Philippines national costume surfaces

At first, I thought that it was a celebration of multicolor pubes. Tweet buddy HeyJay said it looked like cotton candy vomit.

So let’s just take this with a grain of salt and pretend this is a political statement: it’s the our-President-may-be-vomit-but-let’s-be-happy-as-a-rainbow national costume.

Credit: Gerarditojr10 of Missosology

Because seriously, never in history did I encounter colorful balls of yard dotting taking over the saya as part of the Filipina identity. Ever.

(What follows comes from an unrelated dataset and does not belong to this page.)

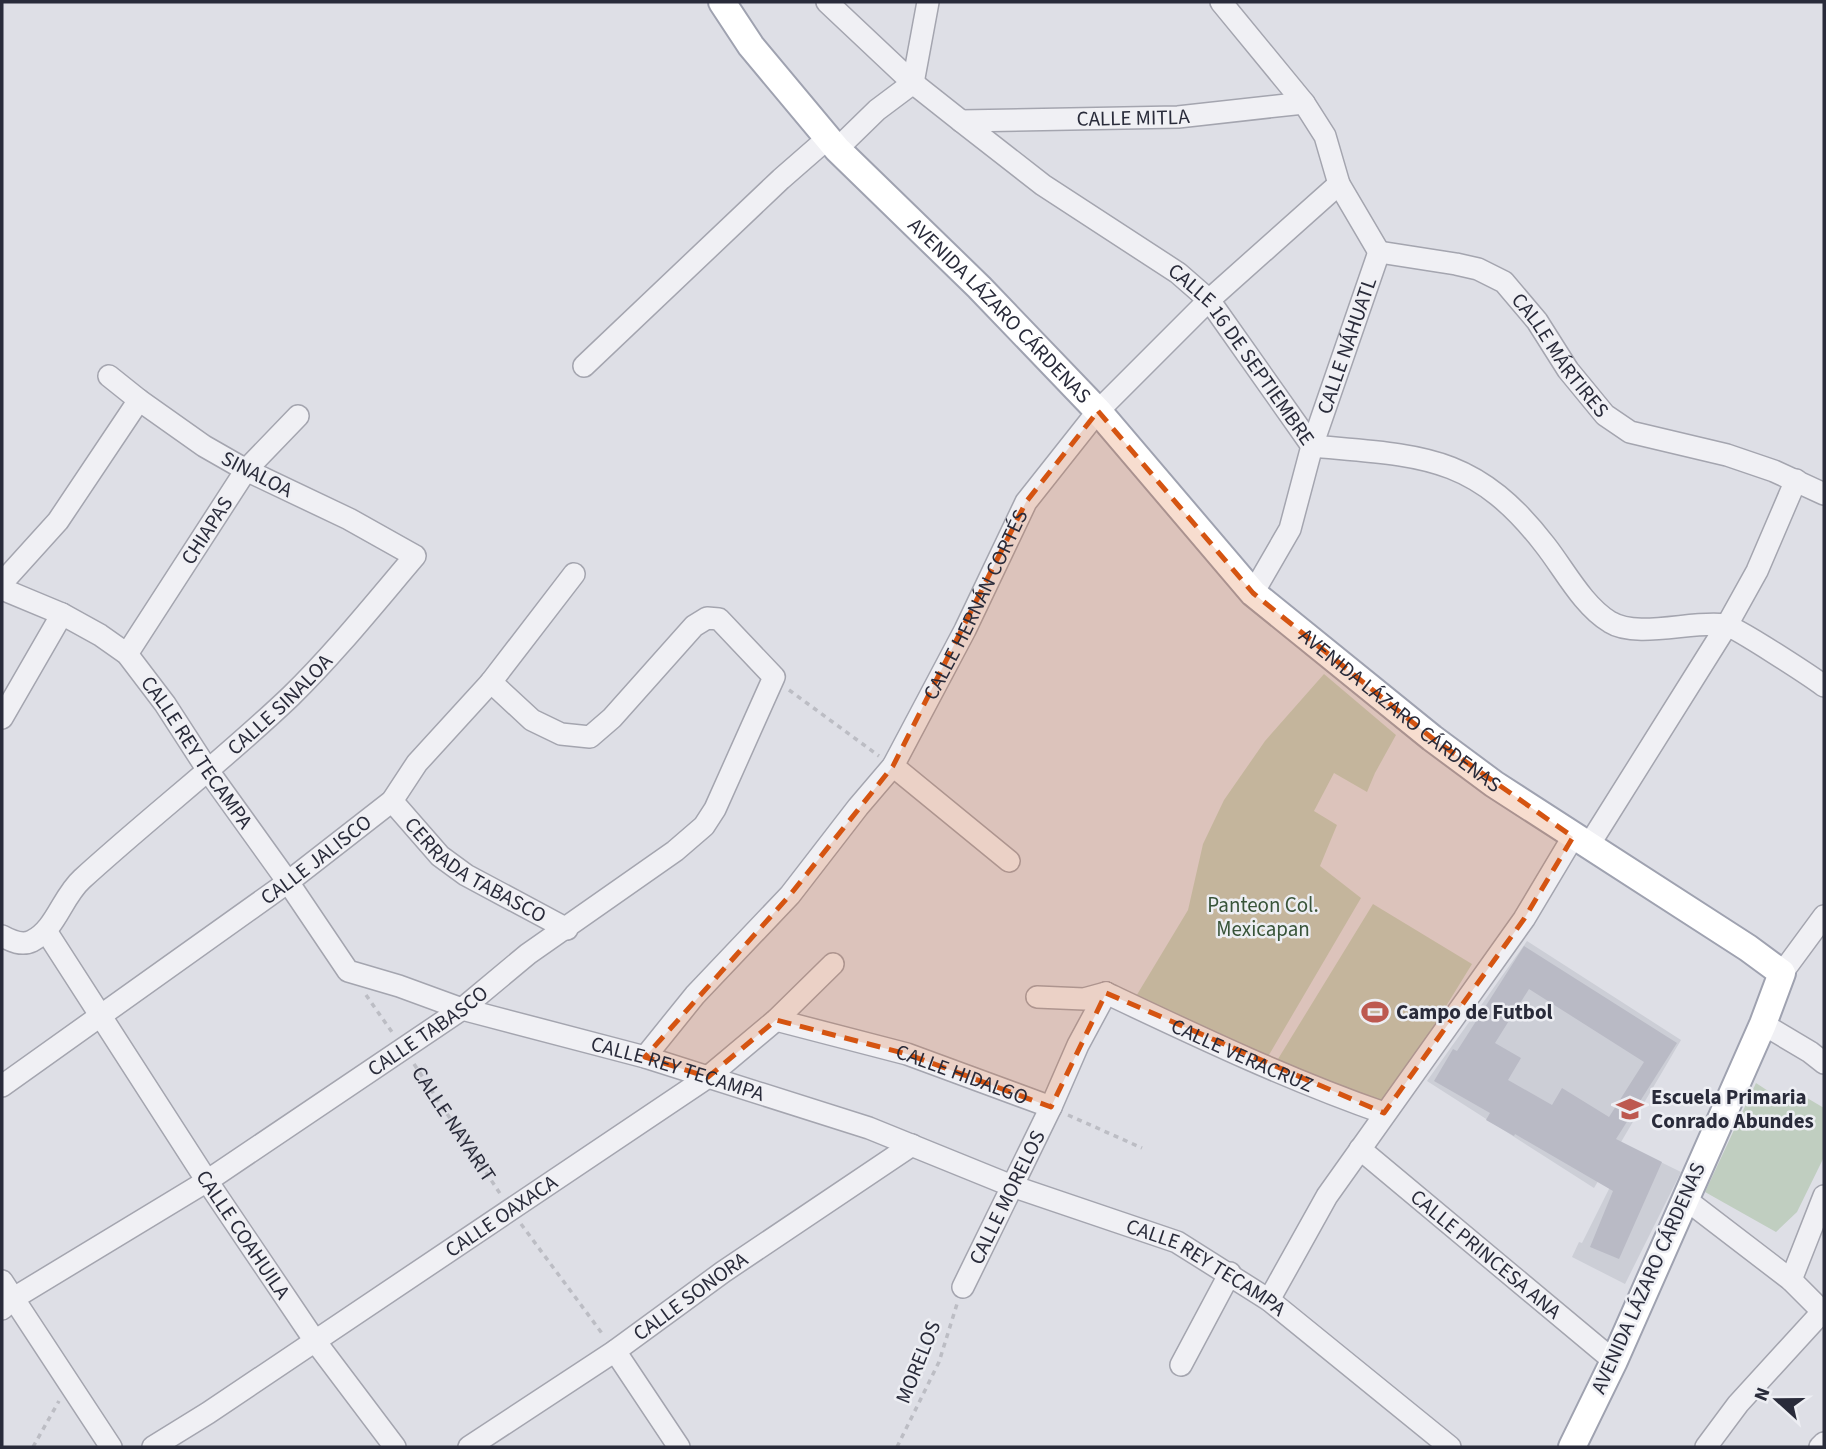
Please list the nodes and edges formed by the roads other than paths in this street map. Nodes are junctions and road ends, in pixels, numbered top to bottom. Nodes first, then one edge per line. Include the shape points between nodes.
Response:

9 thoughts on “Philippines national costume surfaces

  1. Jay says:

    don't they have a budget for this? ay-ay-ay! next time, can you just volunteer na lang and do our candidate's costume. kairita na eh.this is a bit mean but our candidate looks trannylicious, from the makeup to the costume. actually, mas cute pa yung ibang "gurls" na sumasali sa beaucon.


  2. Jason says:

    di na nga kailangan ng budget eh. for sure, filipino designers would be happy to loan from their collection. ay, may mukha pala sya. di ko napansin, haha.


  3. Deepa says:

    stella araneta must have persuaded the boyoyong clowns that donating their hair to this terno would be a worthy sacrifice for the good of the filipino nation.


  4. Iggy says:

    Juice ko Lord. Yarn ba yan? akala ko yung mga maninipis na multicolored plastic sa palengke na nilalagyan ng binili mong sitaw at turon na pinagsamasama at dinikit sa palda niya.